Em 1982 com a Lei nº 7.044/1982, torna-se facultativa a profissionalização no 2º grau e em 1996 a LDB nº 9.394/1996, passa a definir como finalidades do Ensino Médio a preparação para a continuidade dos estudos, a preparação básica para o trabalho e o exercício da cidadania. No Art. 26 § 3o A Educação Física, integrada à proposta pedagógica da escola, é componente curricular da Educação Básica, ajustando-se às faixas etárias e às condições da população escolar, sendo sua prática facultativa ao aluno.

Em 1998 são aprovadas as primeiras Diretrizes Curriculares Nacionais para o Ensino Médio. O Projeto Político Pedagógico - PPP das escolas se orientam por competências básicas, conteúdos e formas de tratamento dos conteúdos previstos pelas finalidades do Ensino Médio. As Diretrizes apontam uma nova forma de organizar o conteúdo em três grandes áreas do conhecimento, que são: Linguagens, Códigos e suas Tecnologias; Ciências da Natureza, Matemática e suas Tecnologias; e Ciências Humanas e suas Tecnologias. Confirma-se o Ensino Médio sendo considerado como a etapa final do processo da Educação Básica (EB), tendo como base possibilidades diversas de formação.

Com a Lei nº. 10.328 de dezembro de 2001 este texto referente ao Art 26 § 3o é alterado. O termo obrigatório passa a fazer parte da redação: A Educação Física, integrada à proposta pedagógica da escola, é componente curricular obrigatório da Educação Básica, ajustando-se às faixas etárias e às condições da população escolar, sendo sua prática facultativa ao aluno.

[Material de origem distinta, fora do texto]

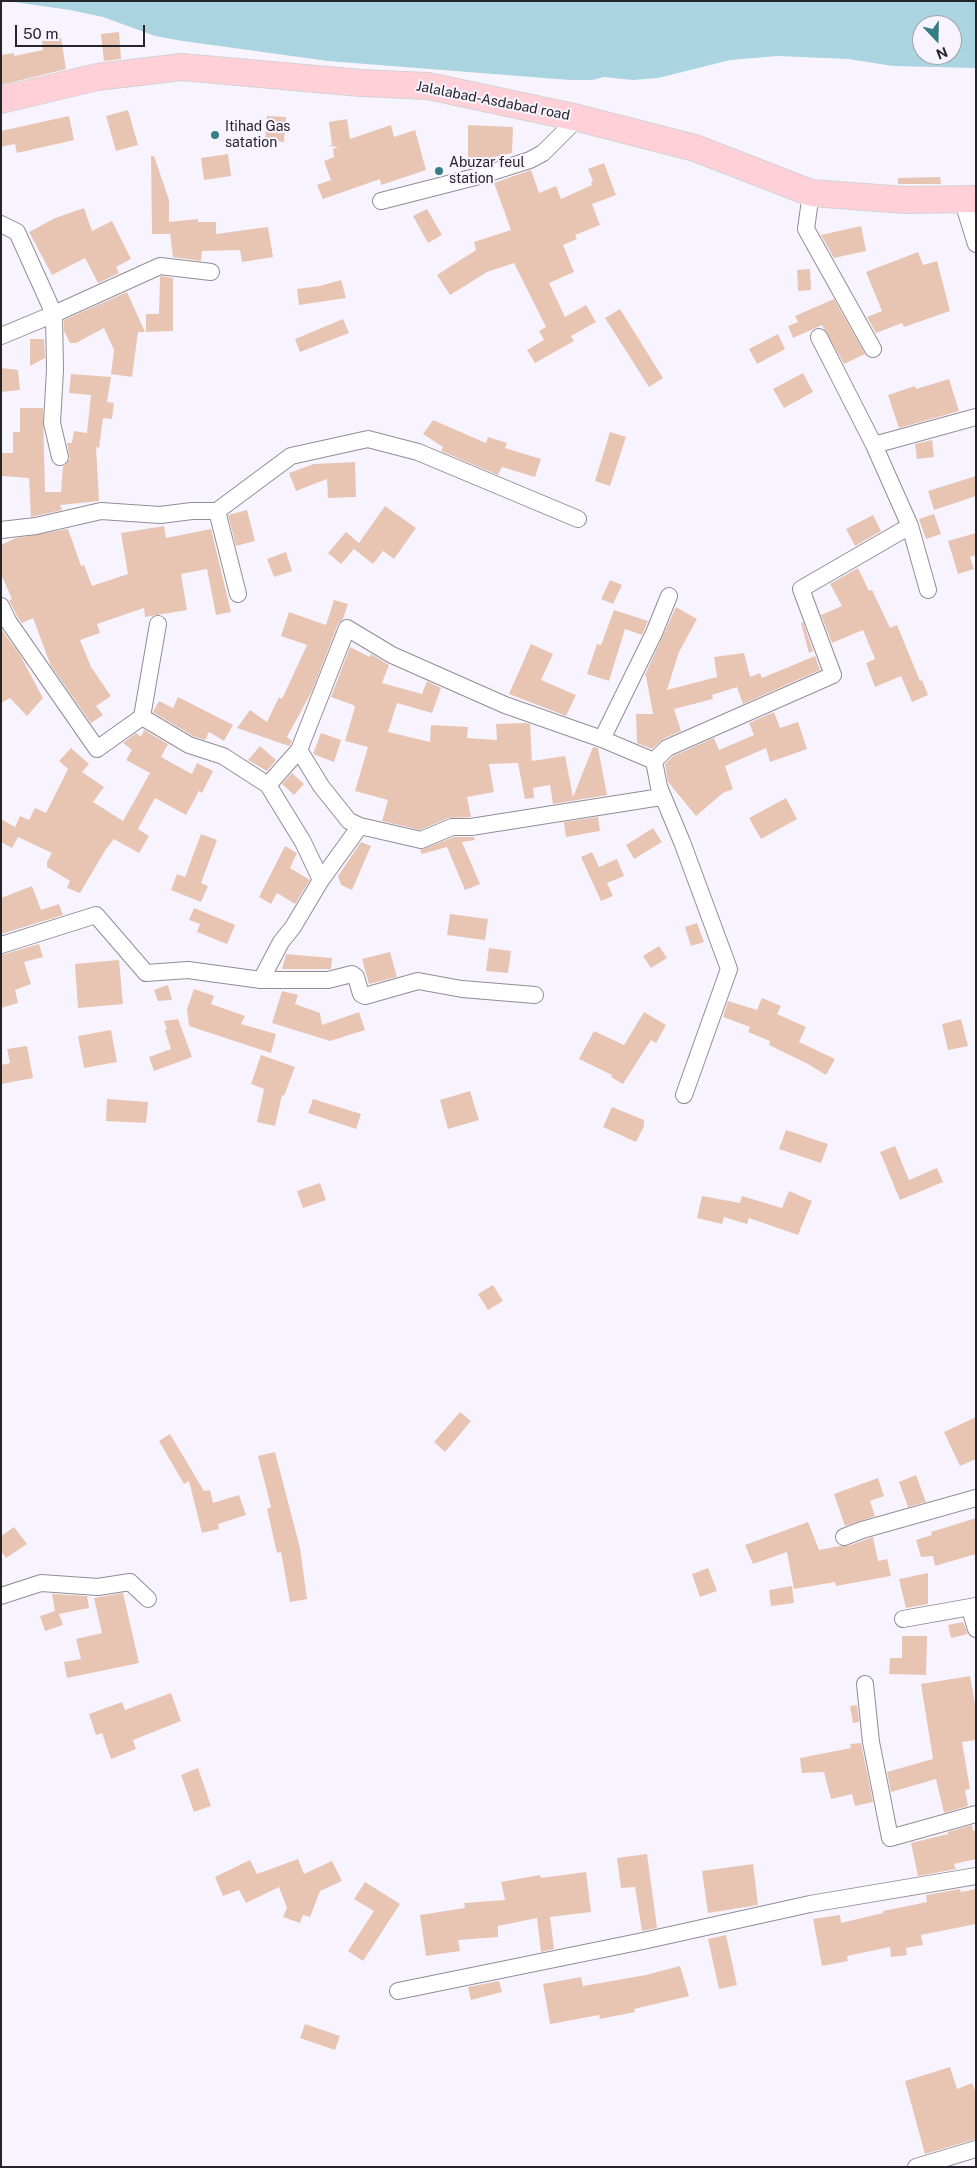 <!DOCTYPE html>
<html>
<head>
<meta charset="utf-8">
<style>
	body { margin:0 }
	#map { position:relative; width:977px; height:2168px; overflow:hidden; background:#f8f4ff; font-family:"Public Sans",sans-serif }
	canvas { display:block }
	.frame { position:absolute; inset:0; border:2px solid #252428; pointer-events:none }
	.north { position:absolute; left:912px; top:15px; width:50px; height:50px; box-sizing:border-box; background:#f8f4ff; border:1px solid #a4a1a9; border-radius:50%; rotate:159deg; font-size:14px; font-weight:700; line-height:20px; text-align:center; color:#252428 }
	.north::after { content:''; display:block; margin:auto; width:18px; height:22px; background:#367e85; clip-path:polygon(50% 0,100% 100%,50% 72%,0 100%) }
	.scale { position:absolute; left:15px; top:25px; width:130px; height:22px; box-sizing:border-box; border:2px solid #252428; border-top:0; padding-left:6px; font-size:15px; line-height:18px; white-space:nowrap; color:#252428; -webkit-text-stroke:4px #f8f4ff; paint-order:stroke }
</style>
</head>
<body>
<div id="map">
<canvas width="977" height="2168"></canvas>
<div class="frame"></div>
<div class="north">N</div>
<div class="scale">50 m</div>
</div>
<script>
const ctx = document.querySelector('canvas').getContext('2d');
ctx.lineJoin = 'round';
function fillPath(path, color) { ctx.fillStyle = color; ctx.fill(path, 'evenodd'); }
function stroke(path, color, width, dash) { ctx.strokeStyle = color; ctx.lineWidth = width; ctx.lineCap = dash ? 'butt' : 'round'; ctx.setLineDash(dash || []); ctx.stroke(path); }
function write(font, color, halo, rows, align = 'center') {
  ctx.font = font + ' "Public Sans",sans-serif'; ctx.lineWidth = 4; ctx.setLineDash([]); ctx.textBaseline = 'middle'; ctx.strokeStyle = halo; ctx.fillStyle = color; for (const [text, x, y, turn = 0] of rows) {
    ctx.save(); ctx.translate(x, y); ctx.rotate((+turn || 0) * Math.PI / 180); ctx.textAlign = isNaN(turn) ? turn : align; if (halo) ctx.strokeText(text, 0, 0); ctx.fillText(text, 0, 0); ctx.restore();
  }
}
const water = new Path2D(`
	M7,1h969v67l-83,-2 -45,-7 -70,-3 -48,4 -72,18 -25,2 -29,-3 -12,3h-22l-242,-19 -145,-20 -28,-5 -52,-19 -33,-7zM922,25h30v30h-30z`);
const building = new Path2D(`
	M119,32l2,27 -17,2 -3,-27z
	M61,38l5,31 -65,16v-30l13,-2v3l29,-6 -1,-9z
	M128,110l10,35 -22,6 -10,-35z
	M69,116l5,24 -57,13 -2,-9 -14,3v-16z
	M267,116l19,1 -2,25 -19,-2z
	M347,119l3,20 41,-14 3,12 21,-7 11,40 -45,15 -1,-6 -57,20 -6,-14 14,-5 -7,-19 10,-4 -1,-8 5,-2 -10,-1 4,-1 -3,-23z
	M468,125l45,2 -1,26 -44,10z
	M228,154l3,22 -27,4 -3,-22z
	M151,156h3l15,44v22l29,-3v3h18v12l52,-7 5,30 -31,5 -2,-12 -38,1 -1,10 -28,-4 -4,-32 1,9h-18z
	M604,163l12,32 -24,9 8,21 -25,10 2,4 -14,6 11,27 -25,11 16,34 21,-12 10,17 -25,14 3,5 -39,22 -8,-13 17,-10 -5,-9 7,-4 -32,-64 -27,9 -37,23 -13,-20 39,-25 -2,-8 37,-12 -17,-47 37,-13 8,23 17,-7 5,13 31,-14 -1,-3 2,-1 -5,-12z
	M940,177l1,7h-43v-6z
	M84,208l8,23 20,-10 19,38 -15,8 3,6 -21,10 -13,-25 -33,17 -23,-43 26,-14z
	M427,209l15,26 -14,8 -15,-27z
	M861,226l5,25 -32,7 -13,-23z
	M918,252l5,13 14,-4 13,50 -46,16 -2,-4 -26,10 -9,-16 15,-6 -16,-39z
	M810,269l1,21 -13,1 -1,-21z
	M162,276l11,2v53l-27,1v-18h13l1,-37z
	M341,280l5,18 -47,7 -2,-16 23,-3z
	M127,292l18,40h-7l-6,45 -21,-3 3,-24 -10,-22 -28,15h-6l-6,-12v-11z
	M834,299l31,55 -21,10 -22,-39 -29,13 -5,-12 10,-4 -3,-6z
	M620,309l43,69 -14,9 -44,-69z
	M343,319l6,14 -49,19 -5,-13z
	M778,334l7,15 -28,15 -8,-15z
	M30,339h14l1,19 -15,8z
	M1,368l17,2 2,20 -19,2z
	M803,373l10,19 -29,16 -11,-19z
	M71,374l40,3 -4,25 7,1 -2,16 -9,-1 -4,30 -3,-1 3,54 -39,4 2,5 -31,7 -2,-39 -28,-2v-23h12v-21h7v-24h23l2,84h16l2,-26 7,-7 -3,-16h5l2,-12 13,2 4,-38 -22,-2z
	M949,379l10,32 -60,17 -11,-33 27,-9 1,3z
	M433,420l53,23 2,-6 19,6 -2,5 36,11 -6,18 -33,-10 -4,8 -57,-24 2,-4 -20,-13z
	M610,432l16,5 -16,49 -15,-5z
	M932,440l2,17 -17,2 -2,-15z
	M355,462l1,35 -28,1 -1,-19 -31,12 -7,-18 25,-9z
	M976,476v20l-42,14 -6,-19z
	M385,506l31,22 -22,31 -11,-8 -10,13 -19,-15 5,-6 -18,21 -13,-11 18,-21 13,11z
	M247,510l8,31 -19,5 -8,-31z
	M934,514l7,20 -15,5 -7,-20z
	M873,515l8,16 -26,15 -9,-17z
	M164,526l2,12 45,-9 20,83 -15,3 -9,-46 -26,5 6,36 -42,7 -1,-9 -47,16 3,9 -20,7 11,27 20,29 -15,10 7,9 -12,8 -40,-57 -18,-48 -11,5 -5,-7 -8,-16 3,-1 -11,-25v-29l15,-7 52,-9 13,37 3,-1 8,21 36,-12 -7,-41z
	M976,533v22l-6,2 4,12 -16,5 -10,-33z
	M286,552l6,19 -18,6 -7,-18z
	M858,568l11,23 3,-1 18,38 7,-3 23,56 2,-1 6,15 -16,7 -11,-26 -26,11 -9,-24 9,-4 -12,-29 -31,13 -11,-28 21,-9 -12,-22z
	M610,580l12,5 -9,19 -12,-5z
	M334,600l14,4 -5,15 -5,5 -26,67 -25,46 5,4 -2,4 -1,1 -52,-18 13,-18 17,12 12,-25 3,2 25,-54 -26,-9 8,-24 37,13z
	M676,607l21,12 -18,33 -12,38 50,-13 -3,-20 30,-4 6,24 10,-4 2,5 53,-22 5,14 -77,34 -6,-17 -25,8 1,4 -39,10 7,22 -18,8 -11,10 -15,-6 -1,-29h17l-7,-38 -1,-1z
	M614,610l34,11 -6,14 -17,-6 -16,52 -22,-7 10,-30 4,1z
	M803,622l10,29 -4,2 -8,-30z
	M1,629l19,26 23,43 -16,18 -17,-18 -9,5z
	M531,644l22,10 -12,26 35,15 -10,21 -57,-22z
	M350,647l20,10 1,-3 18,11 -7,18 40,11 5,-13 14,7 -9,25 -35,-10 -9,29 42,10 1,-17 37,2 -1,11 30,2 -1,-16 30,-1 4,1 2,37 33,-5 8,41 20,-50 5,1 9,47 -54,9 -3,-19 -17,3 1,10 -9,1 -7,-36 -29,1 5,28 -27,5 4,20 -23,1 -28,12 -38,-9 6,-21 -33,-9 13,-44 -23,-6 10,-34 -2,-2 -22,-8z
	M178,697l55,28 -9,16 -15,-9 -4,8 -12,-4 -40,-24 6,-11 14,7z
	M774,712l6,16 18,-6 9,27 -37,13 -4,-14 -41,18 8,23 -10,4 -27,23 -28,-34 -3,-18 8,-8 41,-18 5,12 35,-15 -5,-12z
	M144,730l24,14 -7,13 31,17 5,-11 16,8 -11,22 -3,-2 -13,24 -31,-17 -17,31 11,7 -10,17 -25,-14 -8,10 -26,44 -13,-5 3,-7 -23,-14v-5l5,-9 -34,-16 -6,11 -11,-6v-23l14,8 5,-11 9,4 6,-12 11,5 22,-44 -9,-8 12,-13 18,16 -7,8 22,15 -11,15 30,19 27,-48 -24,-13 6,-10 -9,-7 13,-10 5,4z
	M321,733l20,7 -7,22 -21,-8z
	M260,746l16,14 -9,11 -19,-11z
	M292,773l12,11 -10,11 -12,-11z
	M786,798l11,21 -36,20 -12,-21z
	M598,817l2,14 -34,6 -2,-15z
	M653,828l9,14 -28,17 -8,-14z
	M201,834l16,6 -16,43 7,3 -7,16 -30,-12 6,-16 8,3z
	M454,837h20l1,3 -13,2 18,42 -15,6 -18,-43 -25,7 -2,-4z
	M361,842l10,4 -19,44 -11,-5 -3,-9z
	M285,846l12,7 -7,15 20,12 -15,24 -18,-11 -6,11 -12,-7z
	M592,852l7,15 18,-8 7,17 -17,7 6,13 -12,5 -20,-44z
	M32,886l9,24 18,-6 4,11 -62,19v-36z
	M194,908l41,17 -8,19 -30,-12 3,-8 -11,-4z
	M450,914l38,5 -3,21 -38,-5z
	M697,923l7,19 -13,4 -6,-19z
	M39,944l4,13 -19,5 7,22 -16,6 3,13 -17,5v-53z
	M659,946l8,12 -16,10 -8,-12z
	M489,948l22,3 -3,22 -22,-2z
	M390,952l7,25 -28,7 -7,-25z
	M286,954l46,4 -1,11h-49z
	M119,960l4,44 -45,4 -3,-44z
	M168,985l4,15 -14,1 -4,-11z
	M194,989l20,7 -3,8 34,12 -4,8 35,10 -5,19 -82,-27 -2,-17z
	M282,991l16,4 -3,9 25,9 2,12 37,-13 6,18 -35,11 -58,-18z
	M762,998l19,8 -4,8 29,13 -7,15 36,17 -9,16 -18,-11 -39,-19 1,-4 -22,-9 2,-5 -27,-10 5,-16 29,9z
	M644,1012l22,13 -10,18 -5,-3 -28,44 -12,-7 1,-2 -33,-16 15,-28 30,14z
	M178,1019l14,38 -38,14 -5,-14 22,-8 -6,-19h2l-3,-9z
	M961,1019l7,27 -20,4 -6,-26z
	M111,1030l6,32 -33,6 -6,-32z
	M27,1046l6,32 -32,6v-19l9,-2 -3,-14z
	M261,1055l34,12 -11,29 -2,-1 -7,31 -18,-4 7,-33 -13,-5z
	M470,1091l9,29 -31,9 -8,-29z
	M107,1099l41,3 -2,21 -40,-2z
	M313,1099l48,15 -5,15 -48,-16z
	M612,1107l32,13v6l-8,16 -33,-15z
	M786,1130l42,14 -7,19 -42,-14z
	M895,1146l14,34 28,-12 6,14 -43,18 -20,-48z
	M320,1183l6,17 -23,8 -6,-17z
	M789,1191l23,10 -14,34 -49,-17 -2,6 -23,-7 -2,7 -25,-6 5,-22 38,7 2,-7 40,12z
	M493,1285l10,16 -15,9 -10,-16z
	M460,1412l11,9 -26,31 -11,-10z
	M976,1417v42l-16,7 -16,-34z
	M170,1434l34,57 6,-1 3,13 26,-8 7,20 -28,9 1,5 -17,4 -13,-52 -5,3 -25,-43z
	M275,1452l25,96 7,51 -17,3 -9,-50 -4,1 -10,-44 4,-2 -13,-51z
	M916,1475l10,27 -18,5 -9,-25z
	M878,1478l6,18 -14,5 5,15 -30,10 -11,-32z
	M976,1518v36l-41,12 -2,-10 -12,1 -5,-17 16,-5 -1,-3z
	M808,1522l11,28 21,-4h8l25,-9 5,24 9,-2 4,17 -55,10 -1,-4 -41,7 -7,-37 -34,12 -8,-19z
	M14,1527l13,17 -21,14 -5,-7v-15z
	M708,1568l9,23 -17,6 -8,-23z
	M928,1573v31l-22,4 -7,-29z
	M792,1586l2,17 -23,3 -2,-16z
	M123,1593l16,70 -72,15 -3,-16 17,-3 -5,-20 26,-6 -8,-35z
	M52,1594l35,2 2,12 -30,6 4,11 -18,6 -5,-15 15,-5z
	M963,1622l5,12 -17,4 -3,-13z
	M902,1636h25l-1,39 -37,-1 1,-16h12z
	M970,1676l6,33v31l-14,2 8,47 -5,1 3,16 -24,7 -8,-34 -45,13 -4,-20 46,-13 -12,-75z
	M171,1693l10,28 -48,19 3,9 -25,10 -9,-26 -6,2 -7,-21 33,-12 3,8z
	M857,1705l2,17 -6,1 -3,-17z
	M861,1743l12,59 -18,4 -3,-12 -21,5 -7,-27 -22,1 -2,-15 51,-10 -1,-4z
	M198,1768l13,38 -17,6 -13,-37z
	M972,1825l1,6 3,-1v29l-22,5 2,5 -38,7 -7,-33 37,-9v-2z
	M647,1854l10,74 -15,3 -7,-44 -14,1 -4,-30z
	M298,1859l6,15 28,-13 10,20 -22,10 -10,26 -7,-2 -3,8 -17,-6 4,-9 -8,-21 -33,16 -7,-13 -16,6 -8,-19 35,-17 7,14z
	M753,1864l5,41 -50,8 -6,-42z
	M586,1872l5,40 -41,5 4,32 -13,3 -4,-34 -39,8v11l-40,3 2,11 -34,5 -6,-41 45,-7 -1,-5 41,-3 -4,-18 39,-7 1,3z
	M365,1882l35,22 -37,57 -15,-10 26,-40 -20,-12z
	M960,1889l1,3 15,-3v35l-55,11 2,10 -17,3 1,7 -16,2 -1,-10 -43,9 1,5 -26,5 -9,-47 27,-4 1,8 42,-10v-2l44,-9 -1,-7z
	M726,1935l11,50 -18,4 -11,-50z
	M680,1966l9,30 -55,13 1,3 -35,7 -1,-4 -49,9 -7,-40 38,-7 2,9 63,-11z
	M499,1981l3,11 -31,8 -3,-13z
	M305,2024l35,12 -5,14 -35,-12z
	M950,2067l7,22 15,-6 4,10v46l-51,15 -20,-73z`);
const minor = new Path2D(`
	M811,193l-5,36 67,120
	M962,199l14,45
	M381,201l102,-26 47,-15 13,-7 35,-35
	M1,224l16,8 37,82 -53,22
	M819,337l55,108
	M60,457l-8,-34 3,-53 -1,-56 106,-48 51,6
	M217,511l21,83
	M1,530l35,-4 65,-15 59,4 32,-4h25l74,-55 77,-17 50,13 160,67
	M928,590l-18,-64 -36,-81 102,-28
	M1,606l7,15 89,128 45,-32 47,28 34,11 45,29 31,-35 48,-122 45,27 113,50 97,34 52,22
	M142,717l16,-93
	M602,739l52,-106 15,-37
	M299,750l22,36 28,35 11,5 61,14 31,-13h19l190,-30 -2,-10
	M268,785l35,57 18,38
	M1,945l95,-30 50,58 42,-3 73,10 20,-38 12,-15 28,-47 39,-54
	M261,980h67l24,-6 4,3 5,17 4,2 53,-15 44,8 73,6
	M684,1095l45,-126 -47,-127 -23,-55 -5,-26 13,-13 166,-73 -32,-86 109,-63
	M844,1537l18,-7 114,-32
	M1,1596l40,-13 57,4 32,-5 18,17
	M970,1609l6,20
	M903,1619l73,-13
	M865,1684l6,58 19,96 86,-24
	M398,1991l245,-50 167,-37 166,-28
	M916,2167l60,-18`);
const primary = new Path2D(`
	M1,100l96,-23 85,-10 179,16 67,3 150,32 117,30 116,45 95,7 70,-1`);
const markers = [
	[215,135,5,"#367e85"],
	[439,171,5,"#367e85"]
];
const streetNames = [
	["Jalalabad-Asdabad road",493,101,11]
];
const poiNames = [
	["Itihad Gas",225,127],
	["satation",225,143],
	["Abuzar feul",449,163],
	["station",449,179]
];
fillPath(water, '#aad4e0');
fillPath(building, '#e8c5b3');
stroke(minor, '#918d97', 18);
stroke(primary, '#d3d3d4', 28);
stroke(minor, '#fff', 16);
stroke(primary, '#ffd0d7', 26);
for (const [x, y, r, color] of markers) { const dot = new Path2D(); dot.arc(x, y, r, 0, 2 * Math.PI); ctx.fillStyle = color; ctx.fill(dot); stroke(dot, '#f8f4ff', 2); }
write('14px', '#252428', '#f8f4ff', streetNames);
write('14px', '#252428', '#f8f4ff', poiNames, 'left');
</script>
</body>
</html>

Em 2003 com a Lei no 10.793, que altera a redação do art. 26, § 3o, e do art. 92 da LDB de 1996, que

Art. nº 26 § 3o A educação física, integrada à proposta pedagógica da escola, é componente curricular obrigatório da educação básica, sendo sua prática facultativa ao aluno: I – que cumpra jornada de trabalho igual ou superior a seis horas; II – maior de trinta anos de idade; III – que estiver prestando serviço militar inicial ou que, em situação similar, estiver obrigado à prática da educação física; IV – amparado pelo Decreto-Lei no 1.044, de 21 de outubro de 1969; V – (VETADO); VI – que tenha prole. Artigo 6º do decreto 69450/71. (BRASIL, 2003).

Em 2013, com a aprovação das Diretrizes Nacionais para a Educação Básica, o EM é identificado como a etapa final da EB e tem uma duração mínima de três anos. Nesta fase de ensino é proposto que haja uma consolidação das aprendizagens promovidas pelo Ensino Fundamental bem como a formação de uma base para a continuação dos estudos e/ou para inserção no mundo do trabalho (BRASIL, 2013).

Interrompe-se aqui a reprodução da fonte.